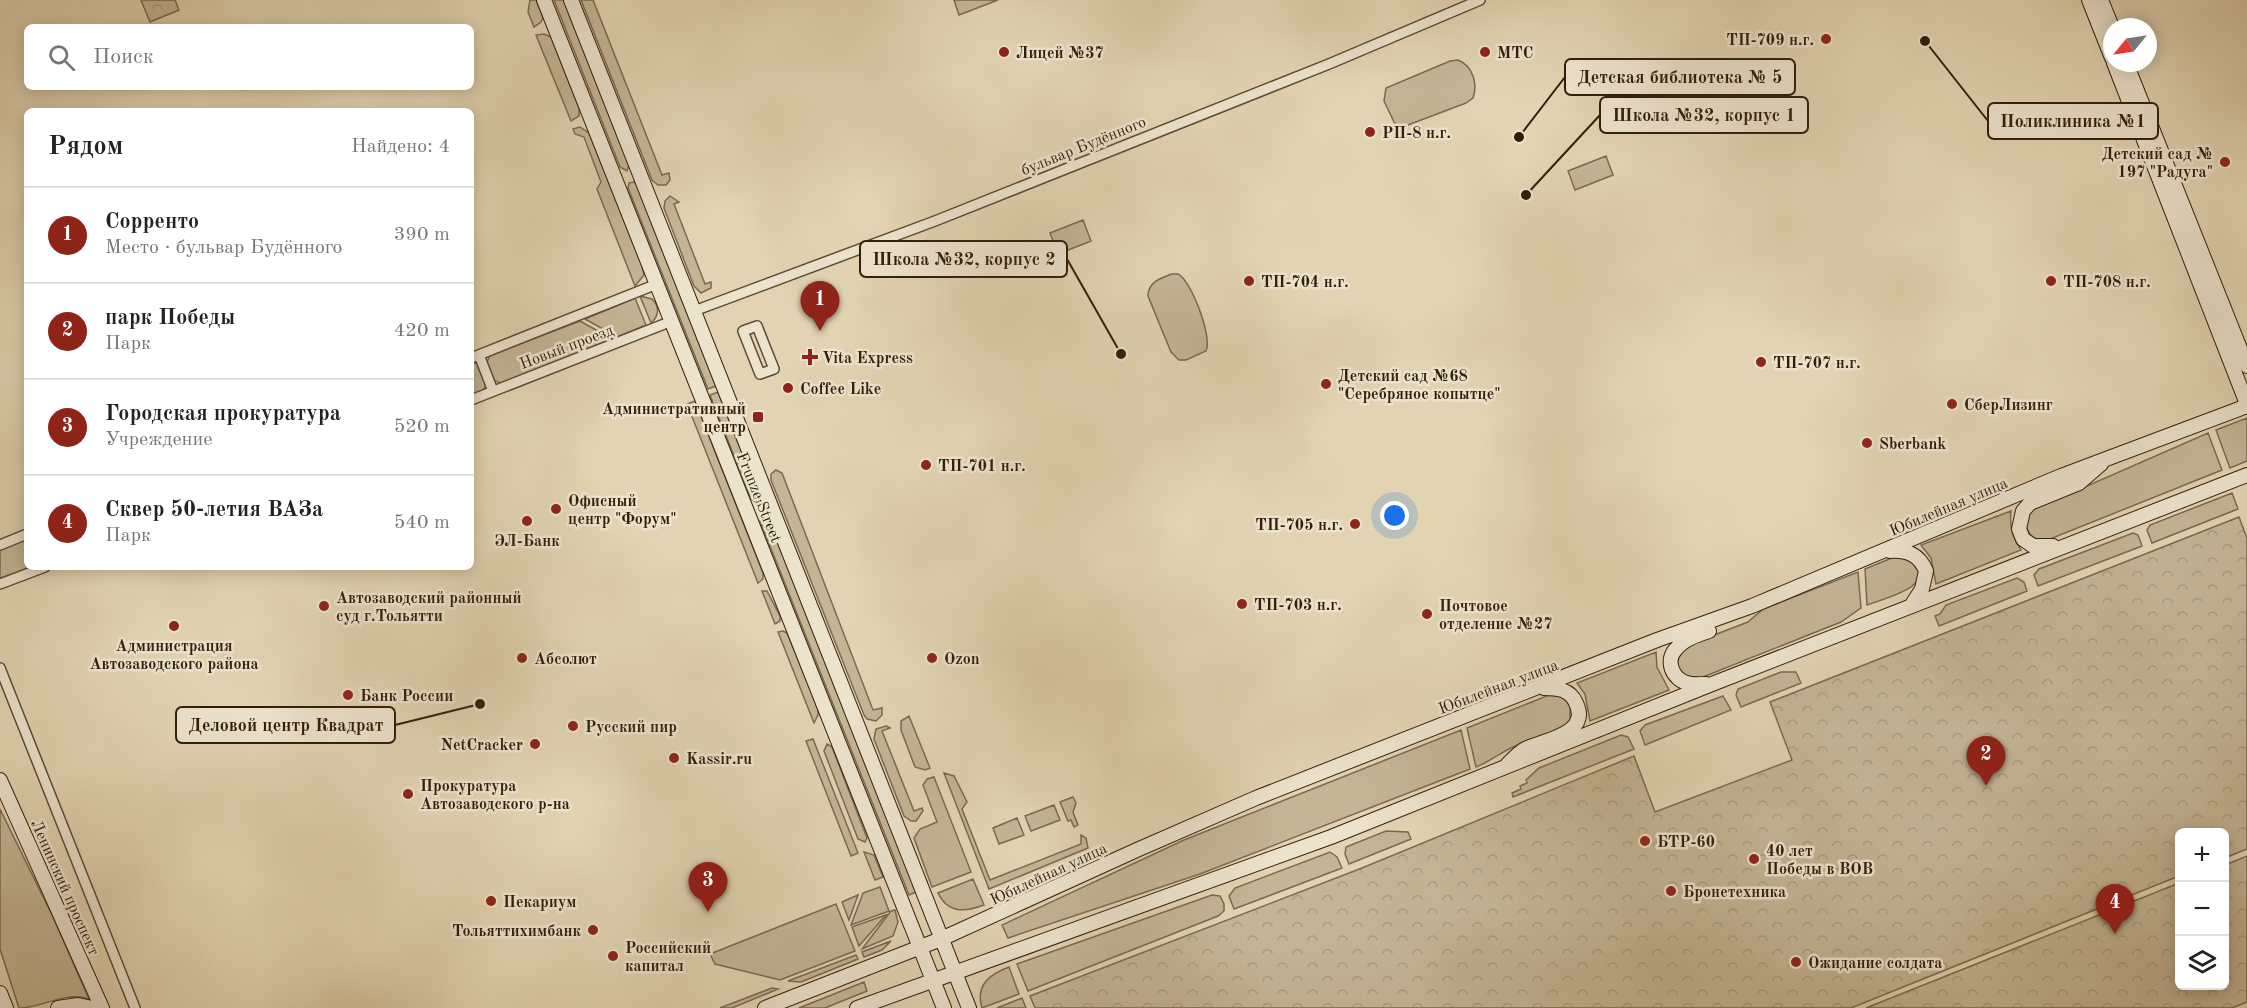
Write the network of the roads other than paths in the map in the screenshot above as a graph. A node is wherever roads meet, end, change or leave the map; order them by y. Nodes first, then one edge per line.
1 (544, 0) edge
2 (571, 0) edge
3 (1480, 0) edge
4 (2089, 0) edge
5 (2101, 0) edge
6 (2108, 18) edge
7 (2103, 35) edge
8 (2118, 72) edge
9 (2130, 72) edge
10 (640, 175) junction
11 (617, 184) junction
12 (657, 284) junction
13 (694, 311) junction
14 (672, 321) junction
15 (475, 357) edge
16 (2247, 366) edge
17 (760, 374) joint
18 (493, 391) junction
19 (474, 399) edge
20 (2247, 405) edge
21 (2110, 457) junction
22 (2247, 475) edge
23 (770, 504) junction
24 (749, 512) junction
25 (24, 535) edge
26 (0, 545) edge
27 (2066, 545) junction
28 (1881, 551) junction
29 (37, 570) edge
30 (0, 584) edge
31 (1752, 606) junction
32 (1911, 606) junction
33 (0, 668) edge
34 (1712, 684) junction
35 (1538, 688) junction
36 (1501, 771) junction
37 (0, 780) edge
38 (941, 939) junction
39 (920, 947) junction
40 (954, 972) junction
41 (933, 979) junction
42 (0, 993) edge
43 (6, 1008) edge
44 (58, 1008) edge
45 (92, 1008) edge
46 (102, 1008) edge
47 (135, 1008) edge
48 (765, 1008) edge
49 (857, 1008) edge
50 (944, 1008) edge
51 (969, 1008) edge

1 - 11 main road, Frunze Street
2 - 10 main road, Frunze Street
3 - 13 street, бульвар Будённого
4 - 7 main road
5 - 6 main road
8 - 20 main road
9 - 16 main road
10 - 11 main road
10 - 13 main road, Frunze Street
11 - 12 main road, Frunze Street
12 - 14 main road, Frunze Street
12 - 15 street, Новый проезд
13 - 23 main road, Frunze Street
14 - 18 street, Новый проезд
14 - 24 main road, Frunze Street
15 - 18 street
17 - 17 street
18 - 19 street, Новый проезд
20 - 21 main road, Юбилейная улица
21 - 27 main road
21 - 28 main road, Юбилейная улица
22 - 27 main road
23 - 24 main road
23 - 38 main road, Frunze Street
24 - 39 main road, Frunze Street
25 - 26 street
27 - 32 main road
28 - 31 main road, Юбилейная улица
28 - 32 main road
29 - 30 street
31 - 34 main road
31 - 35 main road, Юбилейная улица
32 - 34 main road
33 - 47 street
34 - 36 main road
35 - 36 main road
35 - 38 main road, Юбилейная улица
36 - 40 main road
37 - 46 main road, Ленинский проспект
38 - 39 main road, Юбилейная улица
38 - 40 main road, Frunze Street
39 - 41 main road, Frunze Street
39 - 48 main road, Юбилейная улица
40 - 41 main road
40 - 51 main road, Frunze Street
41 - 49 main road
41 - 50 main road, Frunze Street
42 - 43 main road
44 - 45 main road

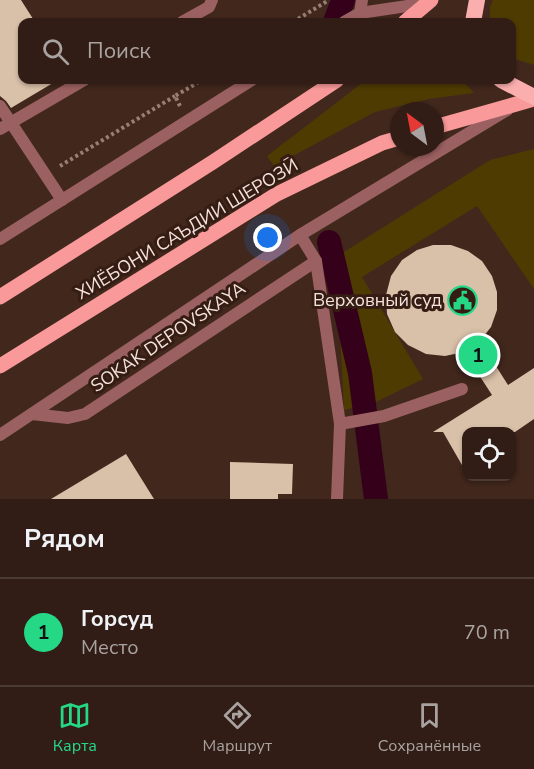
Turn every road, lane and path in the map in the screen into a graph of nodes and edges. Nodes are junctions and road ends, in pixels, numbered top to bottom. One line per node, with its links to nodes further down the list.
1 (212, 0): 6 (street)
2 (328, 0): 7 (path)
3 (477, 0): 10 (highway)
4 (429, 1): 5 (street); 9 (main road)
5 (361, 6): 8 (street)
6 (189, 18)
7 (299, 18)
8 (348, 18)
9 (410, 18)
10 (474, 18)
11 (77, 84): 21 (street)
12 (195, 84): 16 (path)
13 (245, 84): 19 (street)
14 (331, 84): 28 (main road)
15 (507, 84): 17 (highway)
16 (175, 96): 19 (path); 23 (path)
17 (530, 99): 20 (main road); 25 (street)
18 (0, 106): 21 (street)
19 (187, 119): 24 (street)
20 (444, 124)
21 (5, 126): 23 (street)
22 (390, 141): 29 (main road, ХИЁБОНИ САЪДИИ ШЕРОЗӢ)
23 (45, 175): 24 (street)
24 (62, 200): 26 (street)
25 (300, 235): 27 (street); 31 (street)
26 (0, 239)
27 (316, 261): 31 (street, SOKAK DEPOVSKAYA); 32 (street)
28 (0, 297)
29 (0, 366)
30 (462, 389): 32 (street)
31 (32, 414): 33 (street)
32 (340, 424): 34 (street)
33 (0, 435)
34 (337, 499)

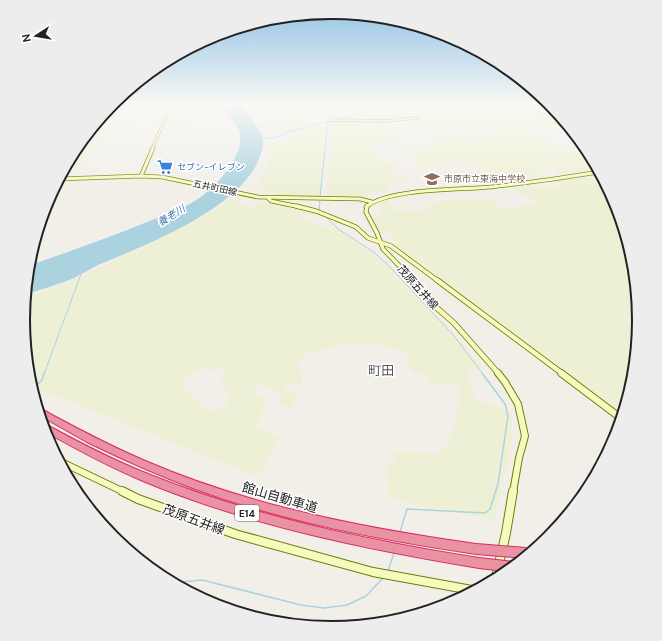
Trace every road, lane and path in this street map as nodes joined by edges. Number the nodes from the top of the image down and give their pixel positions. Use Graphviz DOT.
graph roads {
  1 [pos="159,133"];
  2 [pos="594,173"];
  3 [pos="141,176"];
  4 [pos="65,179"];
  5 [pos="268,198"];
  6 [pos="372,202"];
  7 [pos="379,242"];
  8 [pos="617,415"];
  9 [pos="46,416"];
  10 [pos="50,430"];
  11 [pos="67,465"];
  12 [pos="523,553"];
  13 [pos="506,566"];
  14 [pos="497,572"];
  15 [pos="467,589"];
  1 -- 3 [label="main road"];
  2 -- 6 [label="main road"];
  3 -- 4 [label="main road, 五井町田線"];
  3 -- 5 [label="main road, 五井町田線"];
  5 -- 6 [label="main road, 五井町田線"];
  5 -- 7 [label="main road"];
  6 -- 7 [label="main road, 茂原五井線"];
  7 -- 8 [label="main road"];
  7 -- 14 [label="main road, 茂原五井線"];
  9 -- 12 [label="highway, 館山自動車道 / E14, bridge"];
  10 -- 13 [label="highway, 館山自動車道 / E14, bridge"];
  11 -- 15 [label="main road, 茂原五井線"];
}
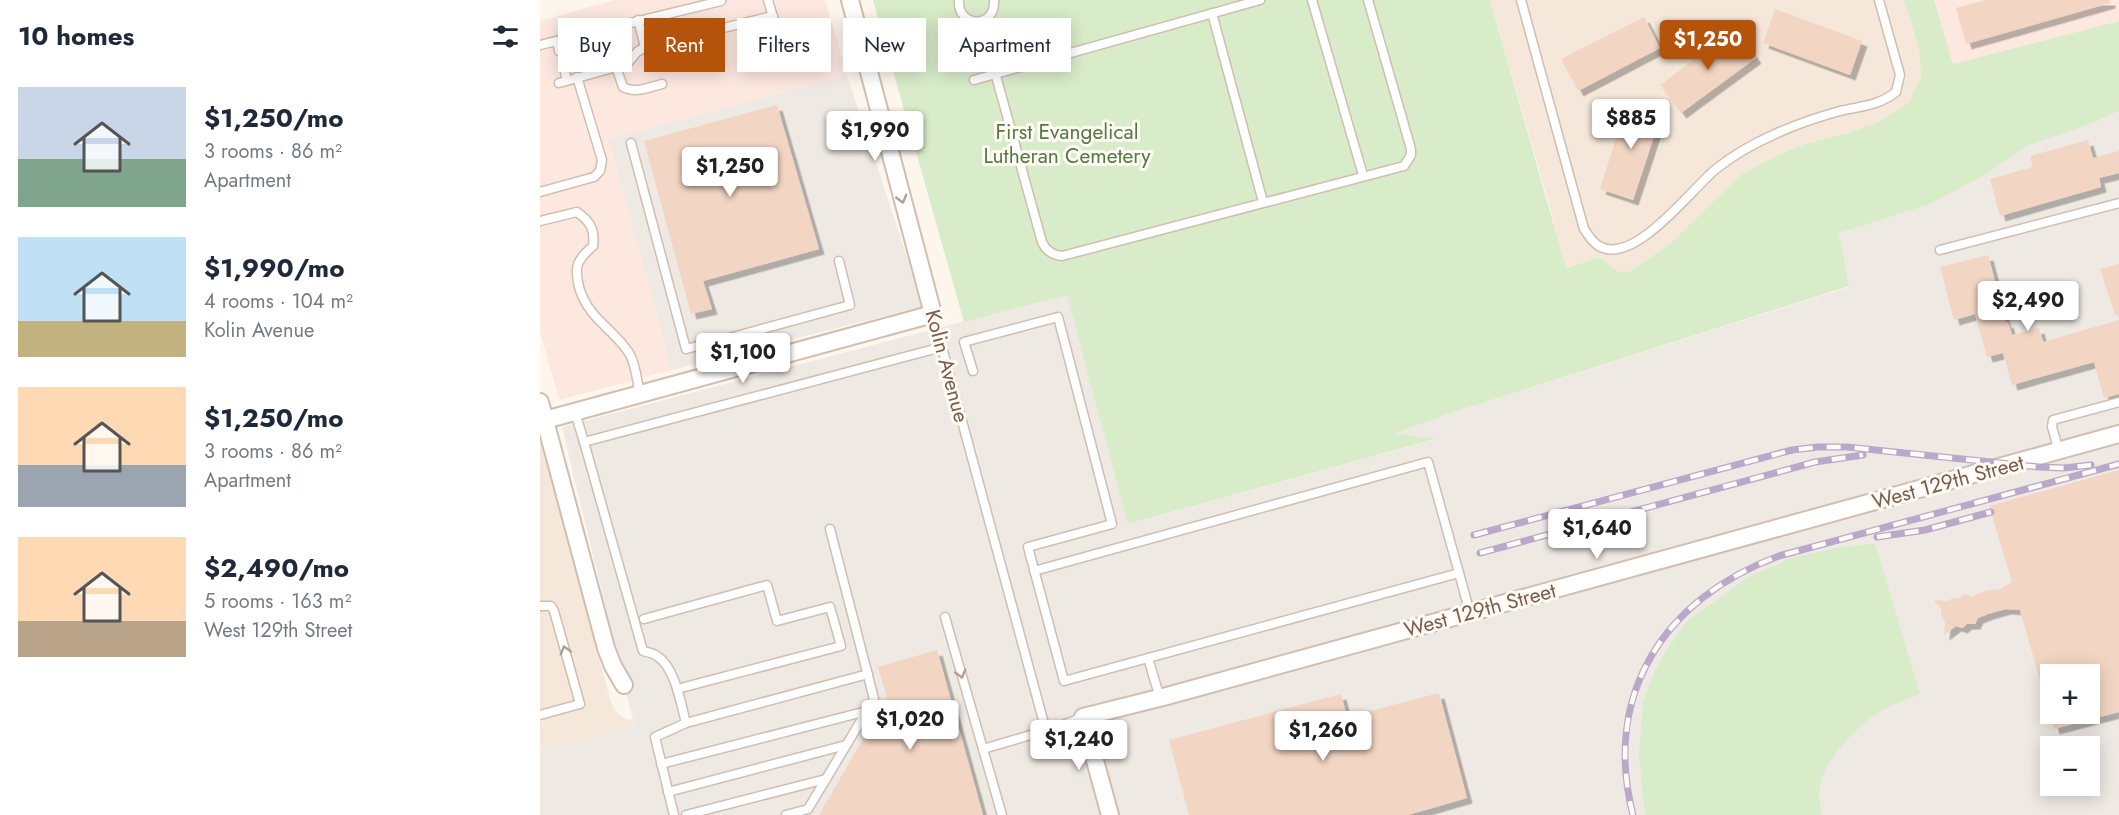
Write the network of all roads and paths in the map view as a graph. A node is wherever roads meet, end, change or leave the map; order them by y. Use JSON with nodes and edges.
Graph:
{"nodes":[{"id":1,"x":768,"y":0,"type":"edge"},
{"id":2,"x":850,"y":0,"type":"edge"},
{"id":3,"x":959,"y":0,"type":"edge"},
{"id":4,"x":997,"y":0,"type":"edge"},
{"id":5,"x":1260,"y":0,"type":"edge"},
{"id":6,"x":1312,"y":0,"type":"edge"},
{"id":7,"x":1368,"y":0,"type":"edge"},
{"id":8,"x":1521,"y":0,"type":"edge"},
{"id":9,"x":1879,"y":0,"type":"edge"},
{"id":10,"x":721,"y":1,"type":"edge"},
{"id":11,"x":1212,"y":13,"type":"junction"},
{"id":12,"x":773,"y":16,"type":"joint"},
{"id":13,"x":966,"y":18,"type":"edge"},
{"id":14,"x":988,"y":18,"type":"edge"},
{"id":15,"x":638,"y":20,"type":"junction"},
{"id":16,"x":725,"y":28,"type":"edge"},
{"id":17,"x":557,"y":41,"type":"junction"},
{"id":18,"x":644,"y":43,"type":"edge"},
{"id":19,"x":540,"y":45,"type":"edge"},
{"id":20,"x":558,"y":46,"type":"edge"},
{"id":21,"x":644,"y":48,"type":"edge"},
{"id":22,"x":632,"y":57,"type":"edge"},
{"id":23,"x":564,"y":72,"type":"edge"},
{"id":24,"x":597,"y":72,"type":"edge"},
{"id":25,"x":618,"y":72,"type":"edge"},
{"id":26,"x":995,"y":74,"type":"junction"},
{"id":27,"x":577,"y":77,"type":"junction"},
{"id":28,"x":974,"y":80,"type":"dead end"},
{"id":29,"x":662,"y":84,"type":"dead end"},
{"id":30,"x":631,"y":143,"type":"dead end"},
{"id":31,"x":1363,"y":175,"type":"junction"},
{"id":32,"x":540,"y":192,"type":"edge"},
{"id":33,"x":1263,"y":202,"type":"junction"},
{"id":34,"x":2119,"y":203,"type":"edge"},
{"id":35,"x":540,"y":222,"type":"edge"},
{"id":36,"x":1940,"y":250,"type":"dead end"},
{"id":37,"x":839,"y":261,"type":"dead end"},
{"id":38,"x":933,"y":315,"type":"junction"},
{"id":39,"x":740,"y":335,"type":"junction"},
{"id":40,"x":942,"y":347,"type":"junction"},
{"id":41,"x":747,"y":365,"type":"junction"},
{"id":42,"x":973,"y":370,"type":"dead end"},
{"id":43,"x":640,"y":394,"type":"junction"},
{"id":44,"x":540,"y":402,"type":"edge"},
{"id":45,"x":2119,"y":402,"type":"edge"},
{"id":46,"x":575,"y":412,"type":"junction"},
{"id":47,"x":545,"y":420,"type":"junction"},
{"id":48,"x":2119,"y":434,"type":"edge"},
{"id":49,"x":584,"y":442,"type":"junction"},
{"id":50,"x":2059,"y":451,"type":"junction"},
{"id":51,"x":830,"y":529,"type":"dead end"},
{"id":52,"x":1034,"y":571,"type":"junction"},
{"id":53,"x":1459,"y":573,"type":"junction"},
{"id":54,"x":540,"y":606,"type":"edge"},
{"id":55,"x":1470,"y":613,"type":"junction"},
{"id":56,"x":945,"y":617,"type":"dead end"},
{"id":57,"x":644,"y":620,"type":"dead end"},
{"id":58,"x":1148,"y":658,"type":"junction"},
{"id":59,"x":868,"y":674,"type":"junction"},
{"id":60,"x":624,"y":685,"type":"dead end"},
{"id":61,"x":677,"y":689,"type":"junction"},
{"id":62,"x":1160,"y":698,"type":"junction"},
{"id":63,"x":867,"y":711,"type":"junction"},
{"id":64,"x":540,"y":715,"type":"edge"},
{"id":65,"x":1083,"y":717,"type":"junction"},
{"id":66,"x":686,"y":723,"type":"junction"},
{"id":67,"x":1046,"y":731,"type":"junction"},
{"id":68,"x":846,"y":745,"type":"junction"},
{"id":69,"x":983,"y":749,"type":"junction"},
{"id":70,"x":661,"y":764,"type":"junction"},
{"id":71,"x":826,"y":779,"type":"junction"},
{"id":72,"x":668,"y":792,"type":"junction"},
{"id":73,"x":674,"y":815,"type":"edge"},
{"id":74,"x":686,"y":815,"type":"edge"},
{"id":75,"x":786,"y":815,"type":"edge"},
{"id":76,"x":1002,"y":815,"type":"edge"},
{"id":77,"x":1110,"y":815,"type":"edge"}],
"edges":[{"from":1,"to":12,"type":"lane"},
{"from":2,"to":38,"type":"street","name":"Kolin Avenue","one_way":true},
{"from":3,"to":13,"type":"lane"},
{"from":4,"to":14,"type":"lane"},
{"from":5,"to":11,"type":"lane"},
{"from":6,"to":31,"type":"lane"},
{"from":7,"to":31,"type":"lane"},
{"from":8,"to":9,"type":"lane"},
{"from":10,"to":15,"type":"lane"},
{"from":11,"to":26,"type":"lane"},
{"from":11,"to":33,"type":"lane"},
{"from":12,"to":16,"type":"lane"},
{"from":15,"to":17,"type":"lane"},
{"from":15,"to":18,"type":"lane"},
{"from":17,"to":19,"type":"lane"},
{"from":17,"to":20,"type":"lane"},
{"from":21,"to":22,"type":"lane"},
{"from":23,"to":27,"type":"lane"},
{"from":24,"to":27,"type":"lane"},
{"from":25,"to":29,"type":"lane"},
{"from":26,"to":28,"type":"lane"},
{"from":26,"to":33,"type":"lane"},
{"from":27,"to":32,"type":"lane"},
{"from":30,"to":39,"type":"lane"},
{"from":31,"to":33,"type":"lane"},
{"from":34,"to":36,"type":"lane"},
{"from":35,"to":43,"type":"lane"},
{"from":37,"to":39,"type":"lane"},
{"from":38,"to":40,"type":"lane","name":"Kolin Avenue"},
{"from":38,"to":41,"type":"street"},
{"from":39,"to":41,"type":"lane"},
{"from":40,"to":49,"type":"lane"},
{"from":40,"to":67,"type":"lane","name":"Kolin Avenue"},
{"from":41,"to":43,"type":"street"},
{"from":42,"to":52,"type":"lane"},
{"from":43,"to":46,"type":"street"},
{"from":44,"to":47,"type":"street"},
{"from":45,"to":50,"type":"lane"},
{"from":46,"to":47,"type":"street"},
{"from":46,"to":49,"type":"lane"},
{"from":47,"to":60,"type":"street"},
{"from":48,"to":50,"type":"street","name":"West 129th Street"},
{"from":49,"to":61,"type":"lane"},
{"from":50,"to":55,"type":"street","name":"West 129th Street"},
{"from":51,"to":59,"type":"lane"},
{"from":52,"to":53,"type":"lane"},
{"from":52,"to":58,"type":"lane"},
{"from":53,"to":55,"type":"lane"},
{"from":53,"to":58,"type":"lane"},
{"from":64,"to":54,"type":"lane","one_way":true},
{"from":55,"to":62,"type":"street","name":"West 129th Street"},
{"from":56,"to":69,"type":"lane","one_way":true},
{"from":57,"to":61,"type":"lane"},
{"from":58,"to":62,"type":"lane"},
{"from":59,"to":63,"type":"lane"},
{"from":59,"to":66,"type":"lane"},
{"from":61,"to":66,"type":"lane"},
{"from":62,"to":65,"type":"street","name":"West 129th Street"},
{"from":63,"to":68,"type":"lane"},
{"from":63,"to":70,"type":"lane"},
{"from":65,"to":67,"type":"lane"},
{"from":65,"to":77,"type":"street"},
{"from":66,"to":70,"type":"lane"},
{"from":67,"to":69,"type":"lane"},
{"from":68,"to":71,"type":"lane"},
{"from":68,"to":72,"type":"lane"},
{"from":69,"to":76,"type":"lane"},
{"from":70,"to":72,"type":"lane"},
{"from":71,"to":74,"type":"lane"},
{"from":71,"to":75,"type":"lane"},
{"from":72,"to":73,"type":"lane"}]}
***
Exactly how many lines of the data include the word "Write"? Reply with that number only.

2